(Exercise materials Opens)

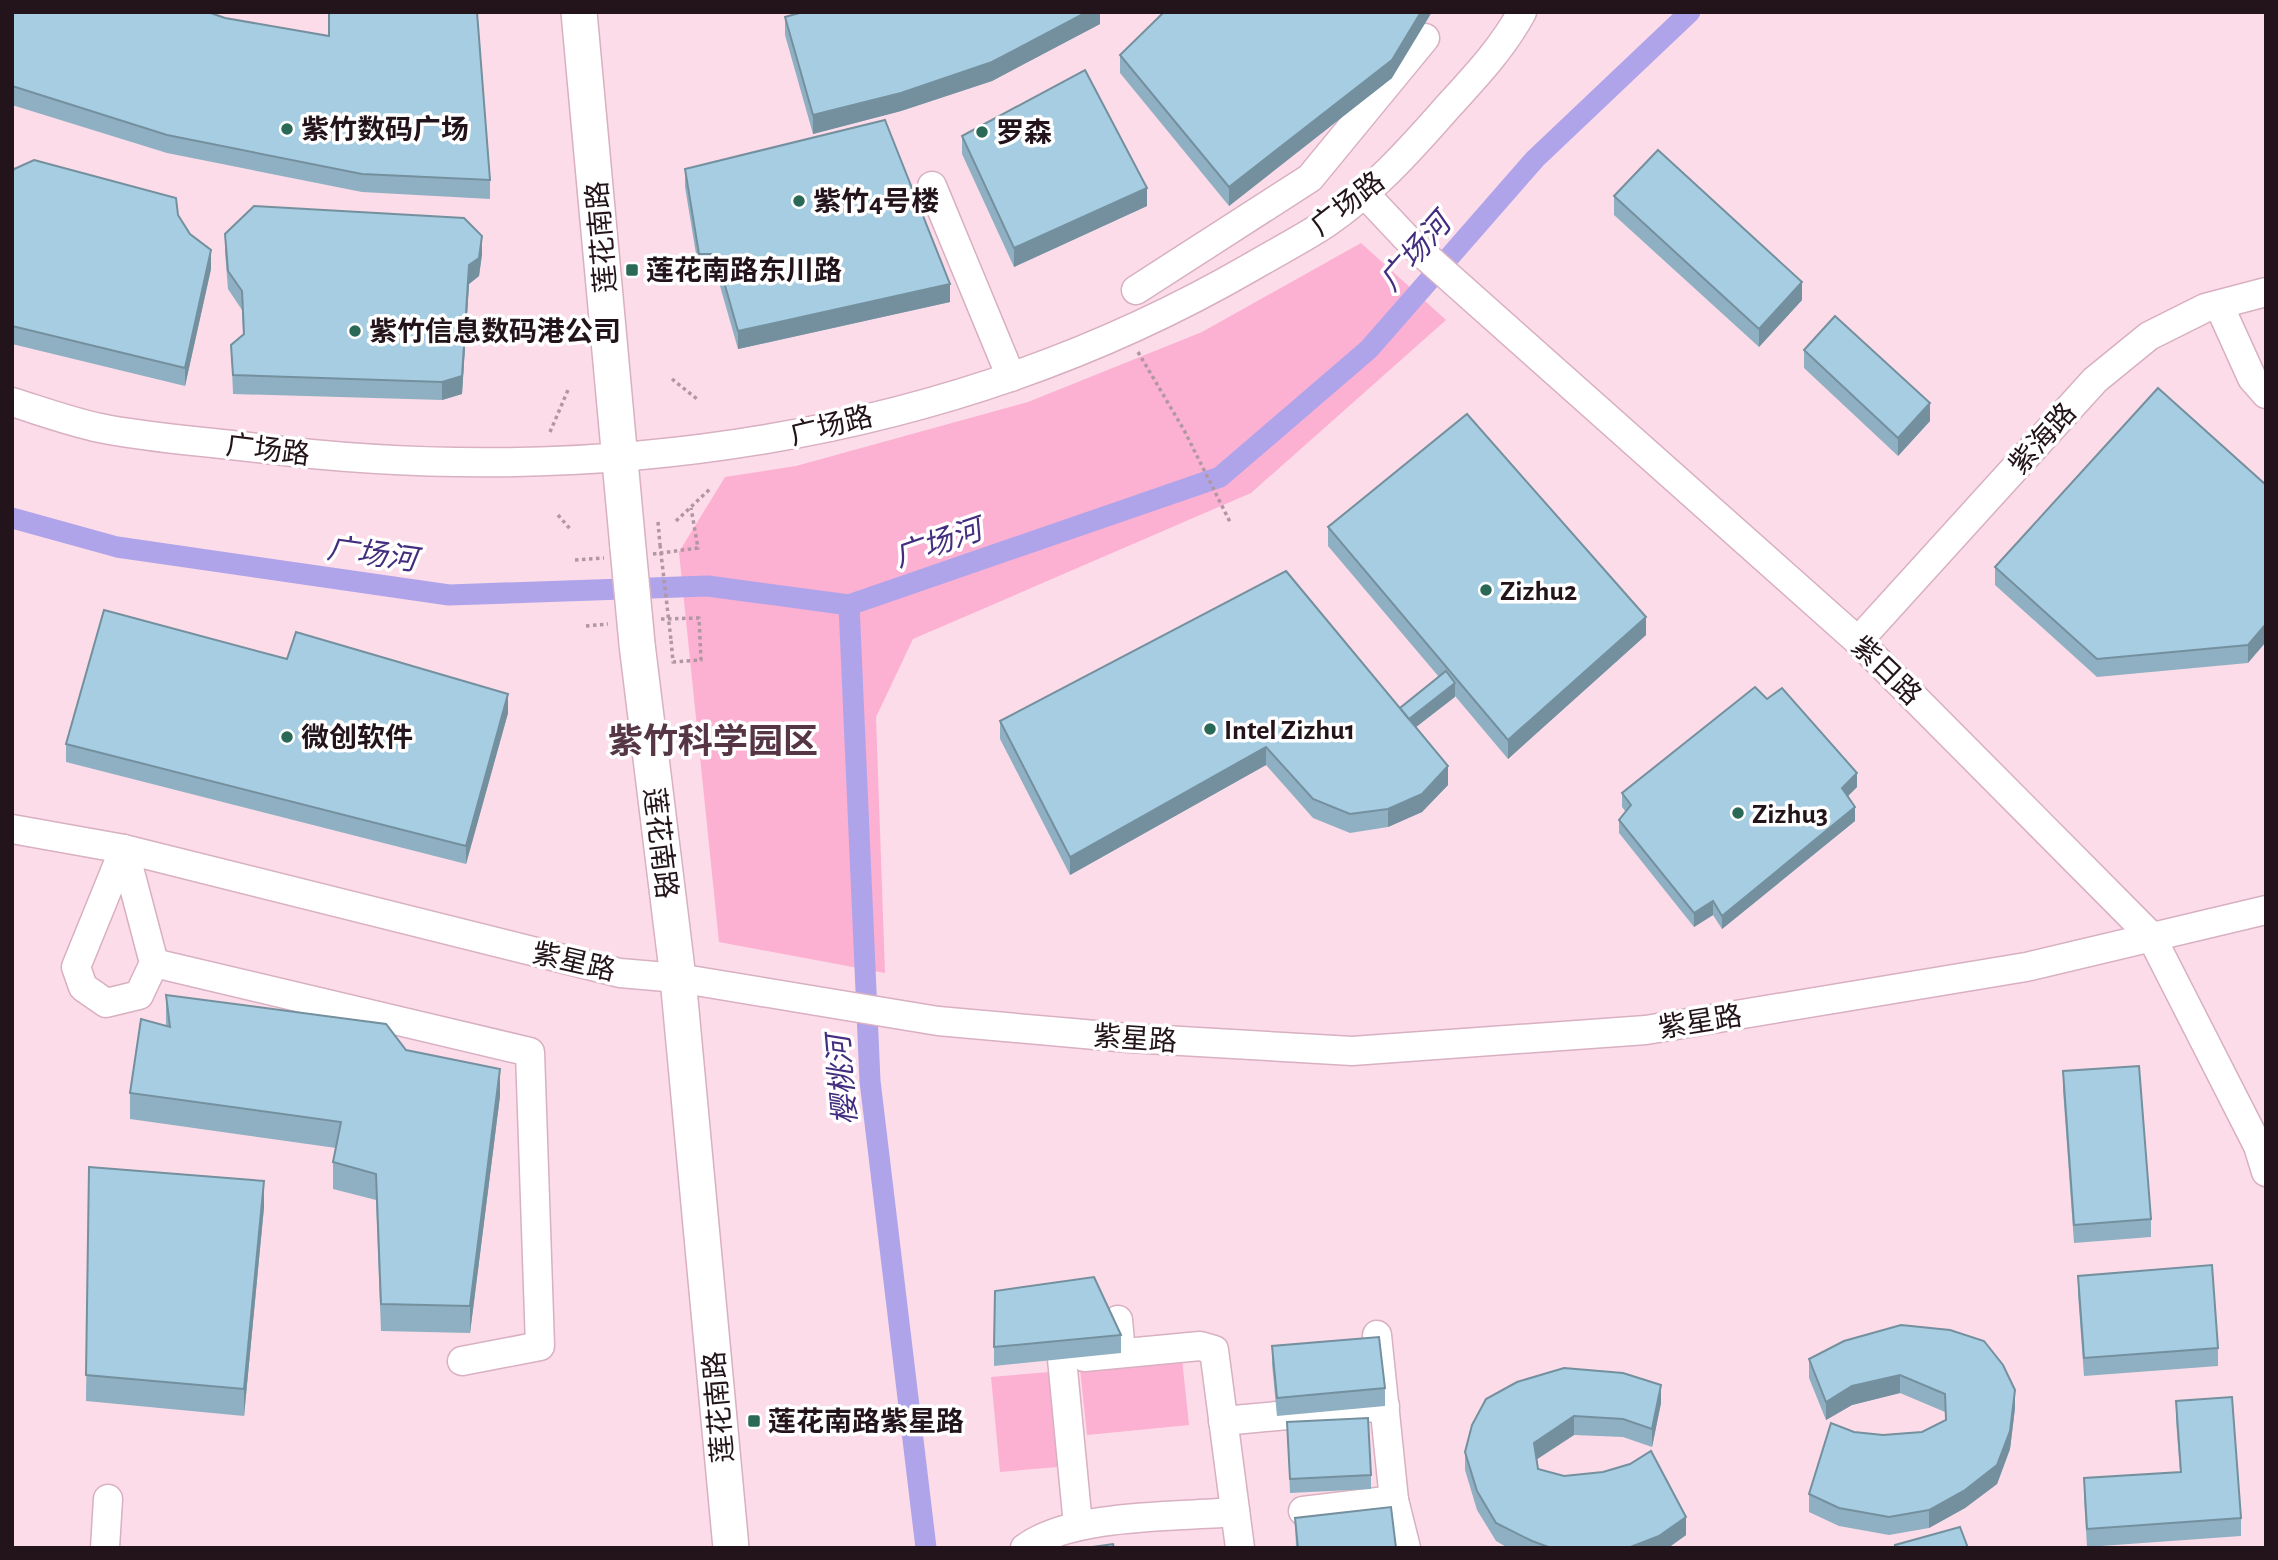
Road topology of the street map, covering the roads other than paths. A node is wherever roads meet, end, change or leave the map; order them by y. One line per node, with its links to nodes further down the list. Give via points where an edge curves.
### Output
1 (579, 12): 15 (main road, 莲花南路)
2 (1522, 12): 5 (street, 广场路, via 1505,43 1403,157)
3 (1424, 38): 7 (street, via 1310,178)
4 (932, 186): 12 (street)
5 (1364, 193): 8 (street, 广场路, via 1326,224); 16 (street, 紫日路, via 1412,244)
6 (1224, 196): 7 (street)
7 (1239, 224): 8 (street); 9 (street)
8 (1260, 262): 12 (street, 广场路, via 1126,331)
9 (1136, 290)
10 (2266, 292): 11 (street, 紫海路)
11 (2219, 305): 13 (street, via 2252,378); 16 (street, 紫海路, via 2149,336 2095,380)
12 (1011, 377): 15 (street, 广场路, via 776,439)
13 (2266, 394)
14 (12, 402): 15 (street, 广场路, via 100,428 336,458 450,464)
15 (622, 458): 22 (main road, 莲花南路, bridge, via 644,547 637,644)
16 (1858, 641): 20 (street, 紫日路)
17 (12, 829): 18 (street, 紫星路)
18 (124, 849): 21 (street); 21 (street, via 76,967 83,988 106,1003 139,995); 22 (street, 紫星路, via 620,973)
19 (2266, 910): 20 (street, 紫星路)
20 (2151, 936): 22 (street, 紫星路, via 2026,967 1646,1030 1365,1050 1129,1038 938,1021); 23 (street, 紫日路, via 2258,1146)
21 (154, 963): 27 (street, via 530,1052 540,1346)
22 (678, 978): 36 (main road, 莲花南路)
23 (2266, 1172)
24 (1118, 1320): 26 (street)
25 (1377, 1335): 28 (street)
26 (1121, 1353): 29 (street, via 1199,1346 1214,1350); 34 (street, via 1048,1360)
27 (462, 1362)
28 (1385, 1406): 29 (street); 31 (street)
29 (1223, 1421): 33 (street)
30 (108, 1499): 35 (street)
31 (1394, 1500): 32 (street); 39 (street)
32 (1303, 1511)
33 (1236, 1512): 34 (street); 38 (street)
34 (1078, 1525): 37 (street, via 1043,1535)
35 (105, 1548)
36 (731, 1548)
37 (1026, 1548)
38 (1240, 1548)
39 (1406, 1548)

(Exercise materials Closes)

→ **Task details**:
Retype the data above exactly, dropping every picture.

→ **Output for this task**:
Road topology of the street map, covering the roads other than paths. A node is wherever roads meet, end, change or leave the map; order them by y. One line per node, with its links to nodes further down the list. Give via points where an edge curves.
### Output
1 (579, 12): 15 (main road, 莲花南路)
2 (1522, 12): 5 (street, 广场路, via 1505,43 1403,157)
3 (1424, 38): 7 (street, via 1310,178)
4 (932, 186): 12 (street)
5 (1364, 193): 8 (street, 广场路, via 1326,224); 16 (street, 紫日路, via 1412,244)
6 (1224, 196): 7 (street)
7 (1239, 224): 8 (street); 9 (street)
8 (1260, 262): 12 (street, 广场路, via 1126,331)
9 (1136, 290)
10 (2266, 292): 11 (street, 紫海路)
11 (2219, 305): 13 (street, via 2252,378); 16 (street, 紫海路, via 2149,336 2095,380)
12 (1011, 377): 15 (street, 广场路, via 776,439)
13 (2266, 394)
14 (12, 402): 15 (street, 广场路, via 100,428 336,458 450,464)
15 (622, 458): 22 (main road, 莲花南路, bridge, via 644,547 637,644)
16 (1858, 641): 20 (street, 紫日路)
17 (12, 829): 18 (street, 紫星路)
18 (124, 849): 21 (street); 21 (street, via 76,967 83,988 106,1003 139,995); 22 (street, 紫星路, via 620,973)
19 (2266, 910): 20 (street, 紫星路)
20 (2151, 936): 22 (street, 紫星路, via 2026,967 1646,1030 1365,1050 1129,1038 938,1021); 23 (street, 紫日路, via 2258,1146)
21 (154, 963): 27 (street, via 530,1052 540,1346)
22 (678, 978): 36 (main road, 莲花南路)
23 (2266, 1172)
24 (1118, 1320): 26 (street)
25 (1377, 1335): 28 (street)
26 (1121, 1353): 29 (street, via 1199,1346 1214,1350); 34 (street, via 1048,1360)
27 (462, 1362)
28 (1385, 1406): 29 (street); 31 (street)
29 (1223, 1421): 33 (street)
30 (108, 1499): 35 (street)
31 (1394, 1500): 32 (street); 39 (street)
32 (1303, 1511)
33 (1236, 1512): 34 (street); 38 (street)
34 (1078, 1525): 37 (street, via 1043,1535)
35 (105, 1548)
36 (731, 1548)
37 (1026, 1548)
38 (1240, 1548)
39 (1406, 1548)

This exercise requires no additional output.